Donleavy had faced problems finding a publisher for The Ginger Man (1955), his bawdily adventurous story of 1940s university life in Dublin, which he described to The New York Times in 2000 as "celebratory, boisterous and resolutely careless mayhem".

Playwright Brendan Behan, a friend, suggested that he send the manuscript to Olympia Press in Paris.

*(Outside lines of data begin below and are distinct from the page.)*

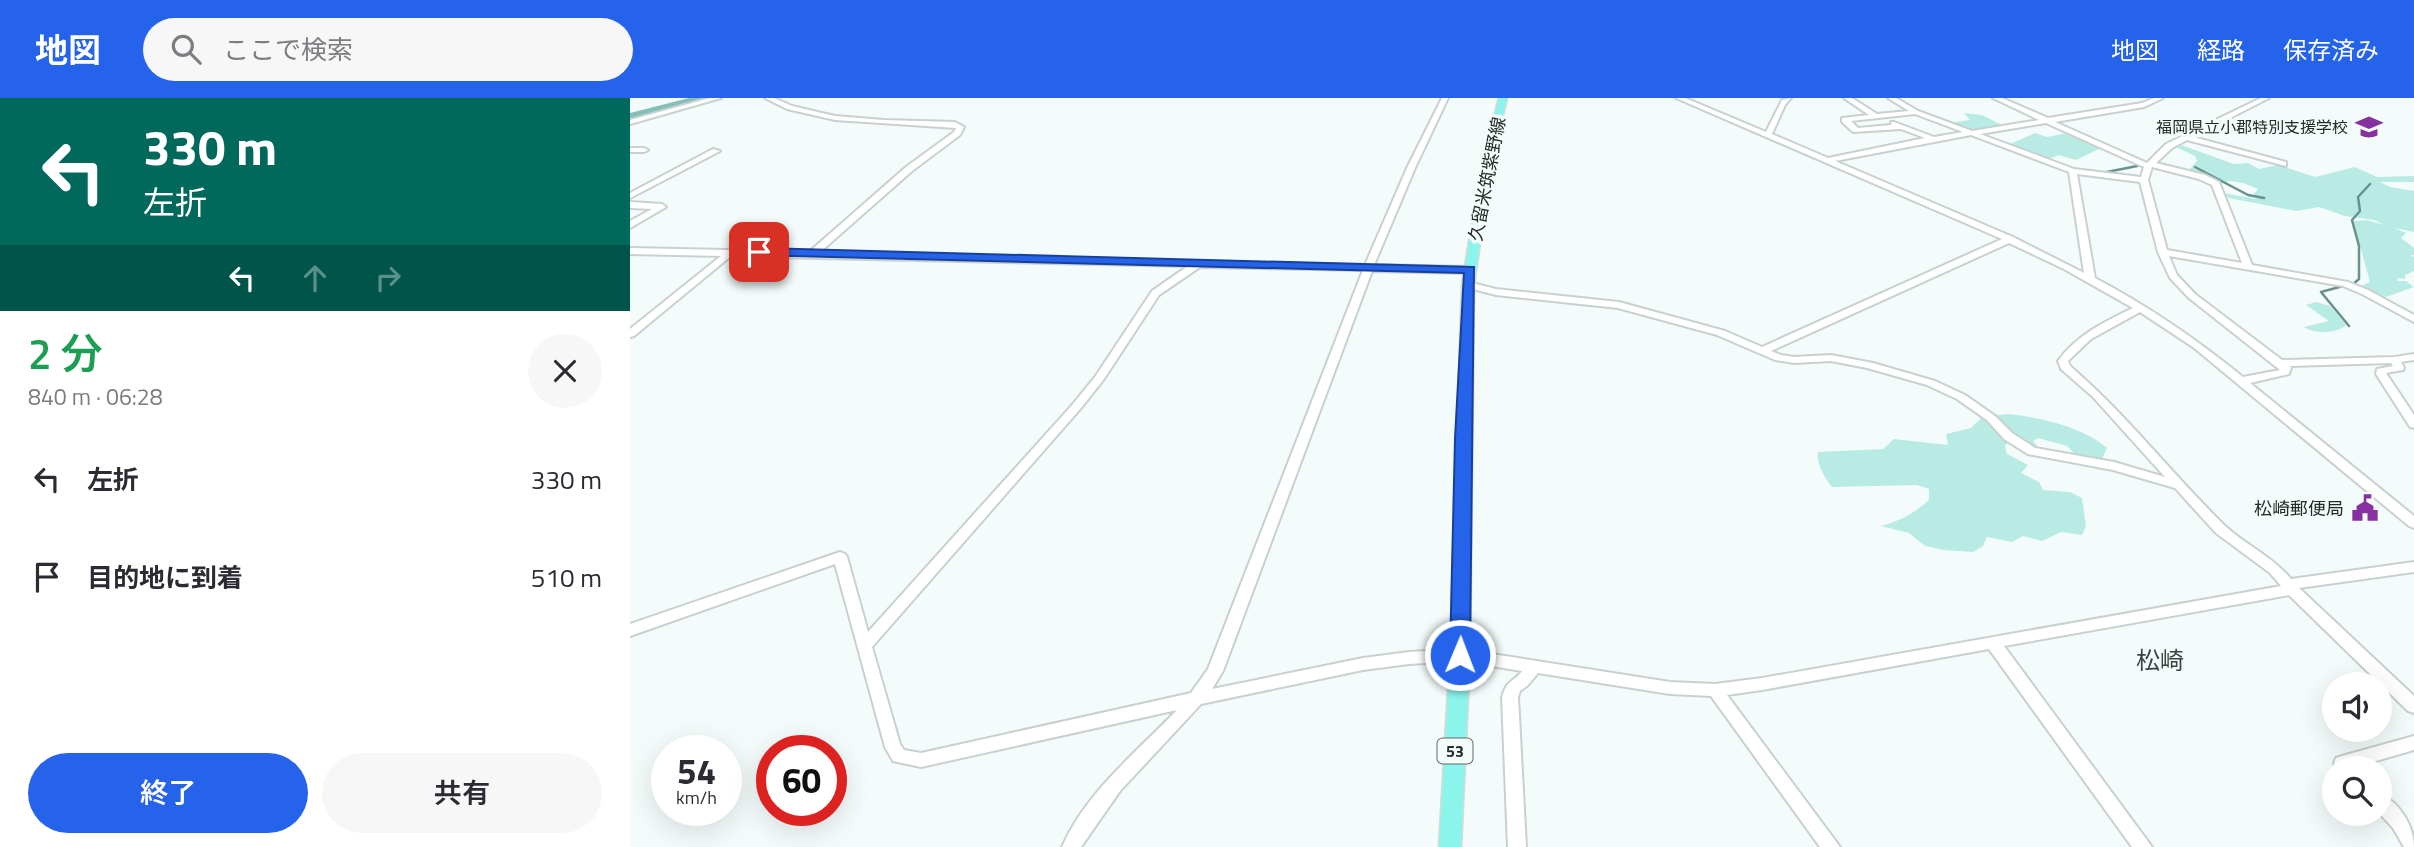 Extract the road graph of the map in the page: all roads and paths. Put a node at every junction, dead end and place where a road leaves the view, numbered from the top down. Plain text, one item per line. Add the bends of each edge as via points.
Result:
1 (718, 98) edge
2 (768, 98) edge
3 (1445, 98) edge
4 (1503, 98) edge
5 (1679, 98) edge
6 (1788, 98) edge
7 (1847, 98) edge
8 (1891, 98) edge
9 (1996, 98) edge
10 (2160, 98) edge
11 (2266, 98) edge
12 (1916, 112) junction
13 (1877, 117) junction
14 (2045, 120) junction
15 (630, 122) edge
16 (1901, 127) junction
17 (1972, 133) junction
18 (1768, 135) junction
19 (2186, 137) junction
20 (1933, 139) junction
21 (630, 150) edge
22 (643, 150) dead end
23 (716, 151) dead end
24 (1829, 160) junction
25 (2283, 163) dead end
26 (2149, 165) junction
27 (2073, 171) junction
28 (2144, 180) junction
29 (630, 186) edge
30 (647, 186) junction
31 (630, 196) edge
32 (630, 205) edge
33 (630, 225) edge
34 (2010, 239) junction
35 (630, 251) edge
36 (732, 251) junction
37 (2163, 252) junction
38 (813, 253) junction
39 (1199, 263) junction
40 (2247, 265) junction
41 (1369, 267) junction
42 (1470, 270) junction
43 (2090, 279) junction
44 (1468, 285) junction
45 (2140, 308) junction
46 (2414, 319) edge
47 (630, 334) edge
48 (1762, 351) junction
49 (2414, 357) edge
50 (2395, 360) junction
51 (2281, 363) junction
52 (2241, 381) junction
53 (2414, 424) edge
54 (2179, 485) junction
55 (2414, 523) edge
56 (2414, 567) edge
57 (2291, 587) junction
58 (630, 630) edge
59 (1992, 642) junction
60 (865, 645) junction
61 (1460, 655) junction
62 (1533, 667) junction
63 (1714, 690) junction
64 (1200, 698) junction
65 (2414, 706) edge
66 (2414, 743) edge
67 (2367, 756) edge
68 (2392, 815) edge
69 (1071, 847) edge
70 (1450, 847) edge
71 (1517, 847) edge
72 (1831, 847) edge
73 (2143, 847) edge
74 (2413, 847) edge

1 - 15 street
2 - 38 street via 825,115 960,127
3 - 41 street
4 - 42 main road, 久留米筑紫野線 / 53 via 1486,167
5 - 18 street
6 - 18 street
7 - 13 street
8 - 12 street
9 - 14 street
10 - 14 street via 2144,105
11 - 19 street
12 - 13 street
12 - 17 street
13 - 16 street
13 - 16 street via 1845,120 1856,130
14 - 17 street
14 - 26 street
16 - 20 street
17 - 20 street
17 - 27 street
18 - 24 street
19 - 25 street
19 - 26 street
20 - 24 street
21 - 22 street
23 - 30 street
24 - 34 street
26 - 28 street
26 - 40 street via 2216,184
27 - 28 street
27 - 43 street
28 - 37 street
29 - 30 street
30 - 31 street
32 - 33 street via 662,207
34 - 43 street
34 - 48 street
35 - 36 street
36 - 38 street
36 - 47 street
37 - 40 street
37 - 51 street via 2179,284
38 - 39 street
39 - 41 street
39 - 60 street via 1155,293 1077,406
40 - 46 street via 2345,284
41 - 42 street
41 - 64 street via 1215,671
42 - 44 main road, 久留米筑紫野線 / 53
43 - 45 street
44 - 48 street via 1619,304 1721,333
44 - 61 main road, 久留米筑紫野線 / 53
45 - 52 street
45 - 54 street via 2104,326 2075,346 2063,361
48 - 54 street via 1794,360 1852,361 1931,383 1961,397 2032,451 2114,466
49 - 50 street
50 - 51 street
50 - 53 street via 2399,368 2381,370 2381,374
51 - 52 street via 2285,372
52 - 55 street
54 - 57 street via 2221,530 2275,569
56 - 57 street
57 - 59 street
57 - 65 street
58 - 60 street via 840,557
59 - 63 street
59 - 73 street
60 - 64 street via 893,747 898,756 909,760
61 - 62 street
61 - 64 street via 1363,664
61 - 70 main road, 久留米筑紫野線 / 53
62 - 63 street via 1670,688
62 - 71 street via 1513,687 1510,697
63 - 72 street
64 - 69 street via 1118,781
66 - 67 street
68 - 74 street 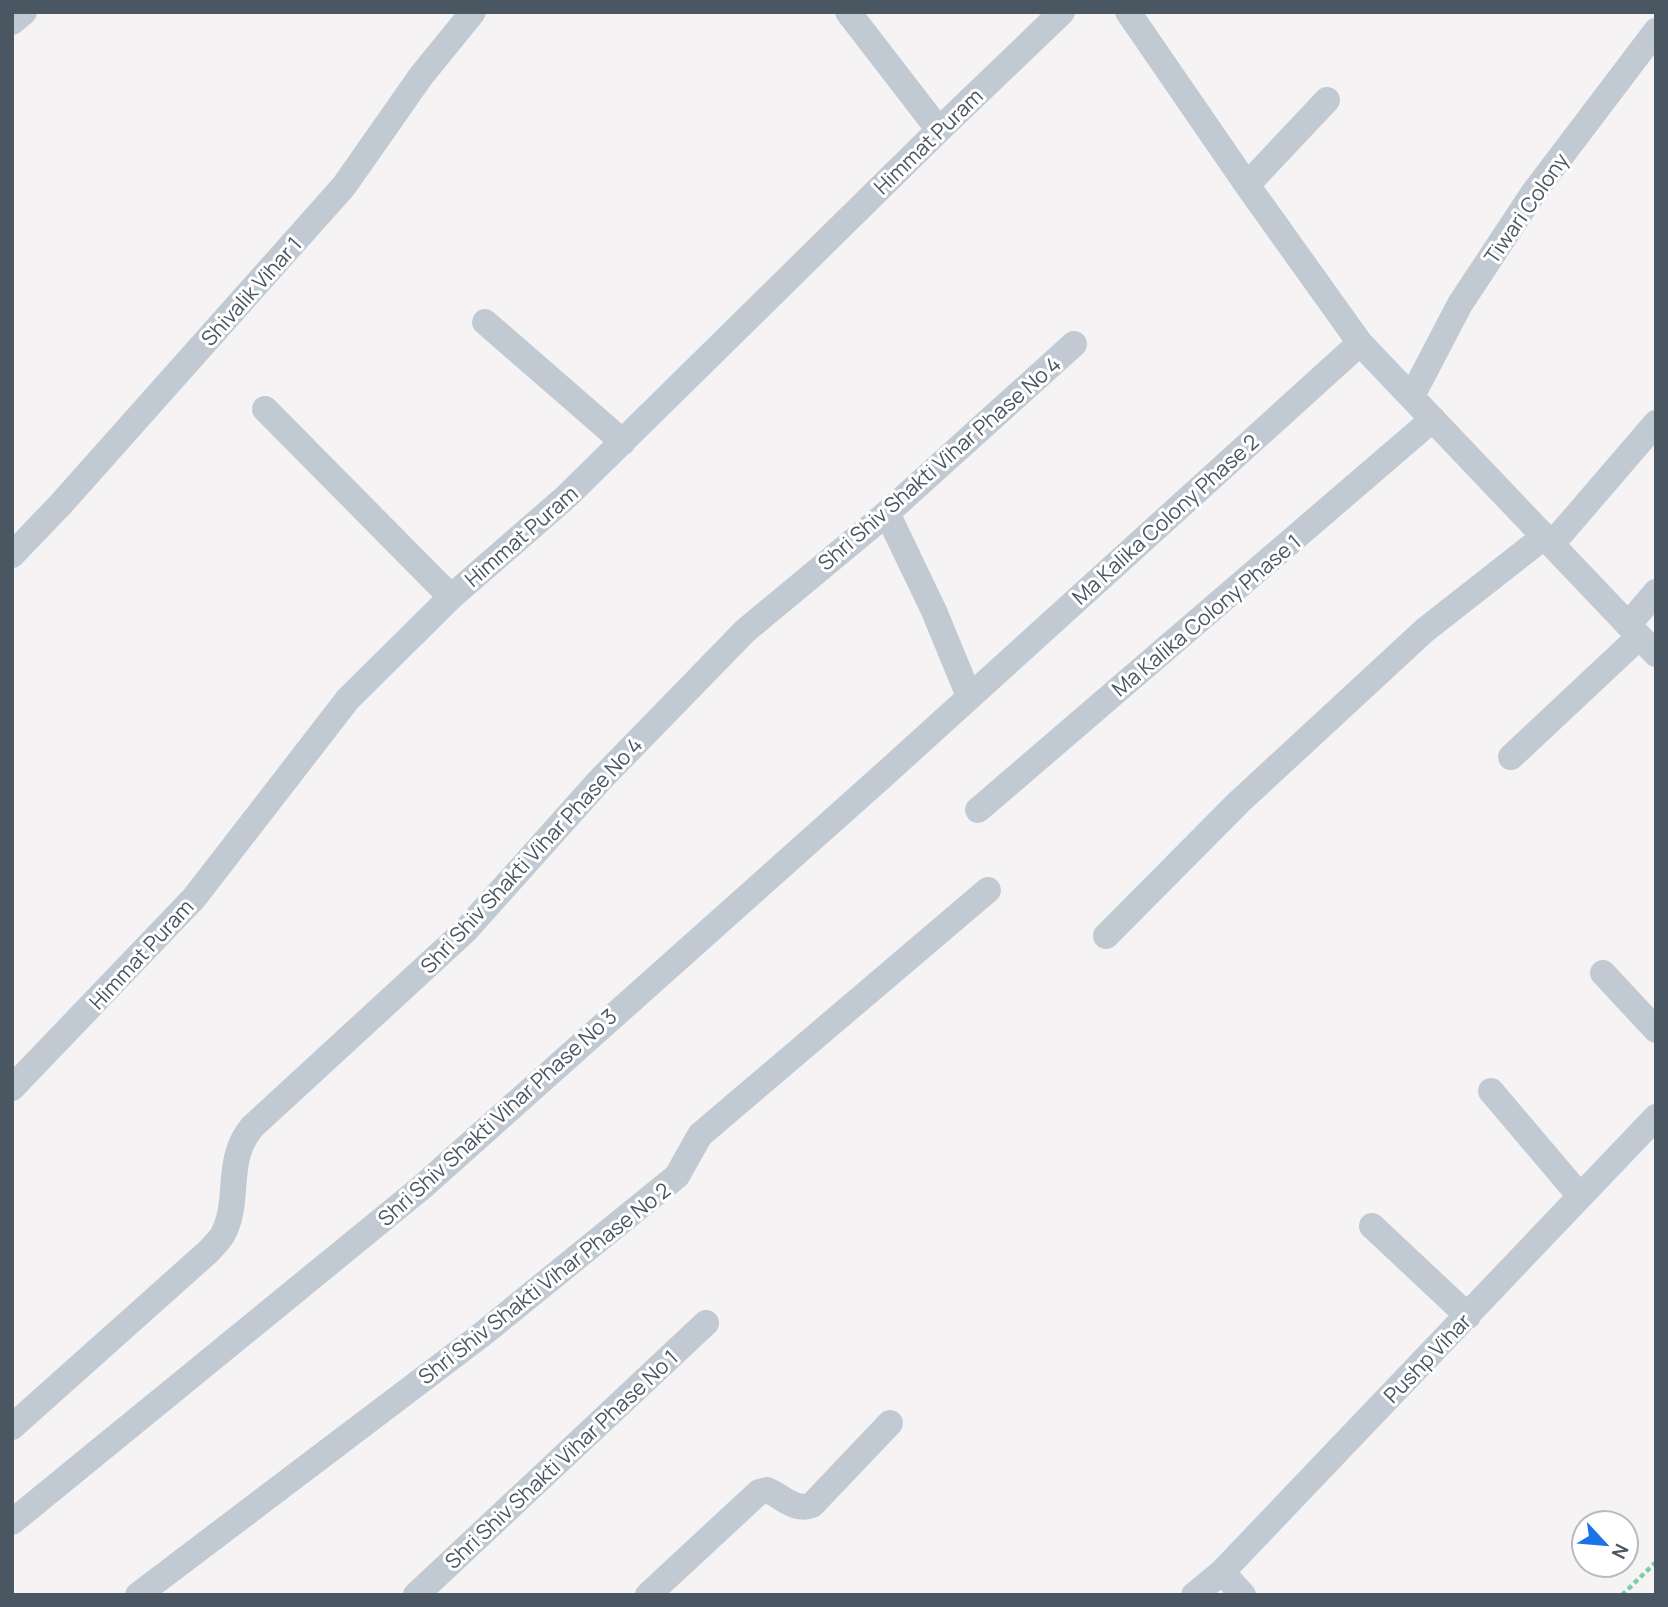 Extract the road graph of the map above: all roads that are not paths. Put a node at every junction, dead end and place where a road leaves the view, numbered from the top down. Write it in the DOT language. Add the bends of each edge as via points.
graph roads {
  1 [pos="24,12"];
  2 [pos="473,12"];
  3 [pos="848,12"];
  4 [pos="1062,12"];
  5 [pos="1128,12"];
  6 [pos="12,22"];
  7 [pos="1656,31"];
  8 [pos="1327,100"];
  9 [pos="939,130"];
  10 [pos="1247,185"];
  11 [pos="485,321"];
  12 [pos="1360,343"];
  13 [pos="1074,344"];
  14 [pos="1412,396"];
  15 [pos="265,409"];
  16 [pos="1433,419"];
  17 [pos="1656,424"];
  18 [pos="623,442"];
  19 [pos="887,513"];
  20 [pos="1548,540"];
  21 [pos="12,555"];
  22 [pos="1656,592"];
  23 [pos="451,597"];
  24 [pos="1641,639"];
  25 [pos="969,696"];
  26 [pos="1511,757"];
  27 [pos="978,810"];
  28 [pos="988,890"];
  29 [pos="1106,936"];
  30 [pos="1603,972"];
  31 [pos="1656,1030"];
  32 [pos="12,1088"];
  33 [pos="1491,1091"];
  34 [pos="1656,1117"];
  35 [pos="1580,1196"];
  36 [pos="1372,1226"];
  37 [pos="1468,1315"];
  38 [pos="706,1323"];
  39 [pos="890,1423"];
  40 [pos="12,1427"];
  41 [pos="12,1522"];
  42 [pos="1222,1572"];
  43 [pos="138,1595"];
  44 [pos="416,1595"];
  45 [pos="648,1595"];
  46 [pos="1194,1595"];
  47 [pos="1243,1595"];
  1 -- 6 [label="street"];
  2 -- 21 [label="street, Shivalik Vihar 1" via="421,76 344,186"];
  3 -- 9 [label="street"];
  4 -- 9 [label="street, Himmat Puram"];
  5 -- 10 [label="street"];
  7 -- 14 [label="street, Tiwari Colony" via="1534,192 1460,304"];
  8 -- 10 [label="street"];
  9 -- 18 [label="street, Himmat Puram"];
  10 -- 12 [label="street"];
  11 -- 18 [label="street"];
  12 -- 14 [label="street"];
  12 -- 25 [label="street, Ma Kalika Colony Phase 2"];
  13 -- 19 [label="street, Shri Shiv Shakti Vihar Phase No 4"];
  14 -- 16 [label="street"];
  15 -- 23 [label="street"];
  16 -- 20 [label="street"];
  16 -- 27 [label="street, Ma Kalika Colony Phase 1"];
  17 -- 20 [label="street"];
  18 -- 23 [label="street, Himmat Puram"];
  19 -- 25 [label="street"];
  19 -- 40 [label="street, Shri Shiv Shakti Vihar Phase No 4" via="745,631 600,780 465,931 252,1127 237,1152 223,1235"];
  20 -- 24 [label="street"];
  20 -- 29 [label="street" via="1425,630 1238,802"];
  22 -- 24 [label="street"];
  23 -- 32 [label="street, Himmat Puram" via="348,699 194,898"];
  24 -- 26 [label="street"];
  25 -- 41 [label="street, Shri Shiv Shakti Vihar Phase No 3" via="421,1188"];
  28 -- 43 [label="street, Shri Shiv Shakti Vihar Phase No 2" via="700,1135 677,1176 480,1336"];
  30 -- 31 [label="street"];
  33 -- 35 [label="street"];
  34 -- 35 [label="street, Pushp Vihar"];
  35 -- 37 [label="street, Pushp Vihar"];
  36 -- 37 [label="street"];
  37 -- 42 [label="street, Pushp Vihar"];
  38 -- 44 [label="street, Shri Shiv Shakti Vihar Phase No 1"];
  39 -- 45 [label="street" via="812,1505 804,1508 766,1490 759,1492"];
  42 -- 46 [label="street, Pushp Vihar"];
  42 -- 47 [label="street"];
}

This worked out well, in that it accepted the book, and not well, in that it was published as part of the Traveller's Companion series, which was known for erotica.

"That was basically the end of my career," Donleavy told The Times. "I was 'a dirty book writer' out of Paris."

But the book eventually won acclaim - it is now considered a contemporary classic, selling more than 45 million copies worldwide.

Donleavy was compared with James Joyce and hailed as a forerunner of both the black humour movement and the London playwrights known as the Angry Young Men.

In a strange twist, after Donleavy had been pursuing legal action against Olympia for years to regain the book's copyright, he ended up owning the Paris company, having sent his wife to slip into an auction and buy it for a relatively small sum in 1970 after it went bankrupt.

A stage version of The Ginger Man opened in London in 1959 and a British television movie was broadcast in 1962.

Donleavy wrote more than a dozen novels as well as plays and non-fiction books. If anyone doubted his taste for stylistic extravagance, the titles of some of his books - such as The Beastly Beatitudes Of Balthazar B. (1968), the story of a man whose only happy affair was with his nanny; and The Destinies Of Darcy Dancer, Gentleman (1977) - made that point on their own.

He was also an accomplished painter and had exhibitions on both sides of the Atlantic, including a show in Manhattan in 2007 when he was 81.

Of old age, he wrote: "It's not nice, but take comfort that you won't stay that way forever."

He lived in London and on the Isle of Man for most of the 1950s and 1960s, then moved to Ireland in 1969 after it abolished the income tax for creative artists.

A writer for T: The New York Times Style Magazine described him in 2014 as "an odd fish swimming the mid-Atlantic apart from all the usual schools of thought".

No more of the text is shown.